FAW : Wales supporters could get three year bans for using pyrotechnics
Tuesday, 24th May 2022 09:00 by @Cornish67David & Keith Haynes
The football association of Wales have made it very clear to those fans attending the huge World Cup Play Off match on Sunday June 5th that three year banning orders are an option for those who breach current legislation.
Recent issues involving supporters of numerous Premier League and Football League sides with players being assaulted and criminal damage being caused at grounds is of real concern. As yet we do not know who the opponents are for Wales, that will either be Scotland or Ukraine who play off with the right to play Wales in Cardiff when they meet on June 1st.
Although the FAW have not mentioned pitch encroachment they have circulated their opposition to use of pyrotechnics at the game. In a statement they have said ‘There is no safe use of pyrotechnics in spectator areas at football events with their use having many health risks and dangers such as loss of sight, limb or digit removal due to their explosive power. Being in possession of a pyrotechnic device at a football match or attempting to bring such a device into a football stadium, is a criminal offence under the Sporting Events Act 1985. Any person committing such an offence faces an FA Wales ban, probable arrest and a minimum three year Football Banning Order’
No football fan should forget the incident involving a marine distress flare in November 1993 in another World Cup Qualifier in Cardiff which killed sixty seven year old John Hill from Merthyr. That night the opposition were Romania. Mr Hill’s son, speaking about the incident which brought his fathers life to a premature end has spoken about what happened on numerous occasions over the years. "I could hear this huge rushing noise and I remember looking round and I couldn't see anything - and the next thing I was aware of, my dad fell forwards. I didn't put the two events together - the noise and my dad falling forwards. I thought my dad had simply had a heart attack or had fallen. I never once realised a high velocity rocket had hit my dad. I leaned forward to try and pick my dad up, and when I stepped back because I realised I couldn't lift him on my own, both of my hands were covered in blood. My jeans, my shoes, they were covered in blood. That just stopped me for a moment. Then I remember shouting 'can somebody help me please, something's happened to my dad'."

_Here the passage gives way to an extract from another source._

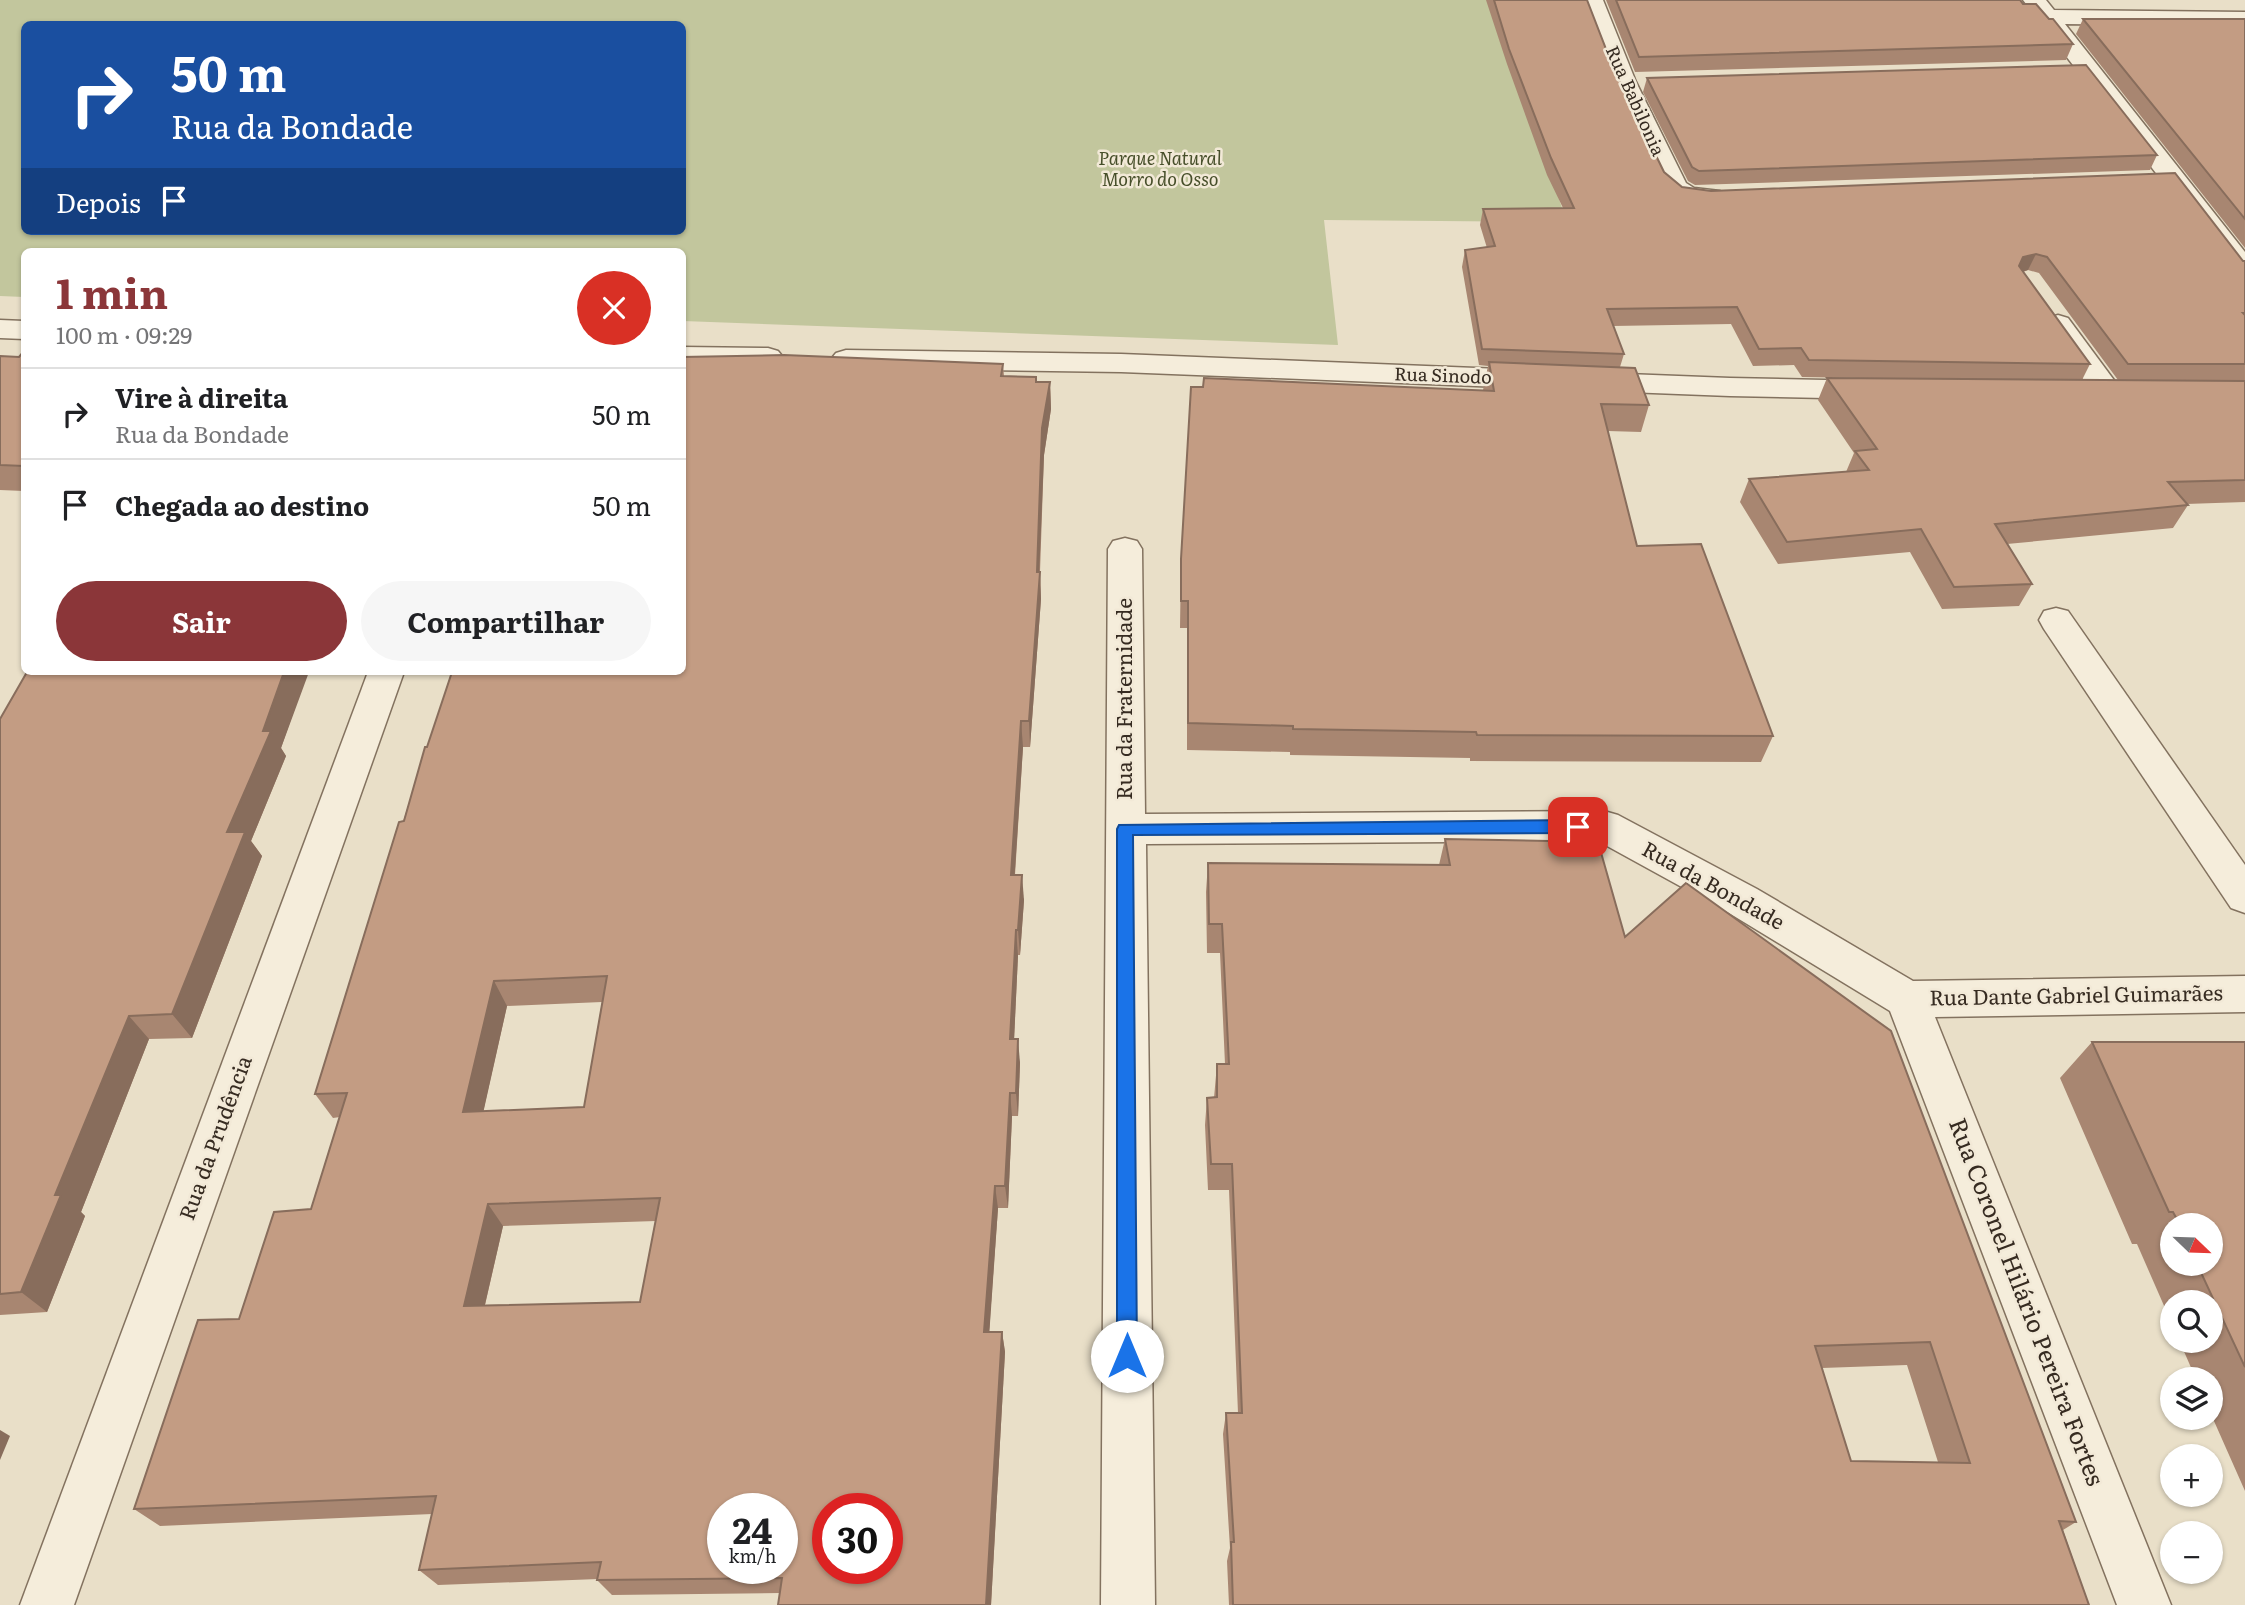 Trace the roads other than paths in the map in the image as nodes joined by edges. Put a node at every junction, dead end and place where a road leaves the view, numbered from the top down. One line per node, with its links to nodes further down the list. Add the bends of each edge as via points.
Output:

Seriously, this must not happen again, although it was a marine distress flare it does come under the examples given for pyrotechnics. Any incident could easily escalate in to another situation nobody wants to see.
Wales fans with pyrotechnics in that ill fated game in 1993
There is a whole raft of legislation that is today not that often used by the police and courts from travelling to and from games whilst drinking alcohol on organised transport to pitch encroachment. It seems since lockdown certain people have forgotten how to behave in public. It’s really as sad as that. The sporting events act is not often mentioned in relation to todays modern football matches, but it seems the FAW are reliant on this legislation with regards to exclusive use of pyrotechnics. Hopefully those other offences that ‘could be’ committed will not go ignored, fans need to be in the stands and players need to be on the pitch, that’s the deal.
It isn’t hard to work out. And it actually does save lives.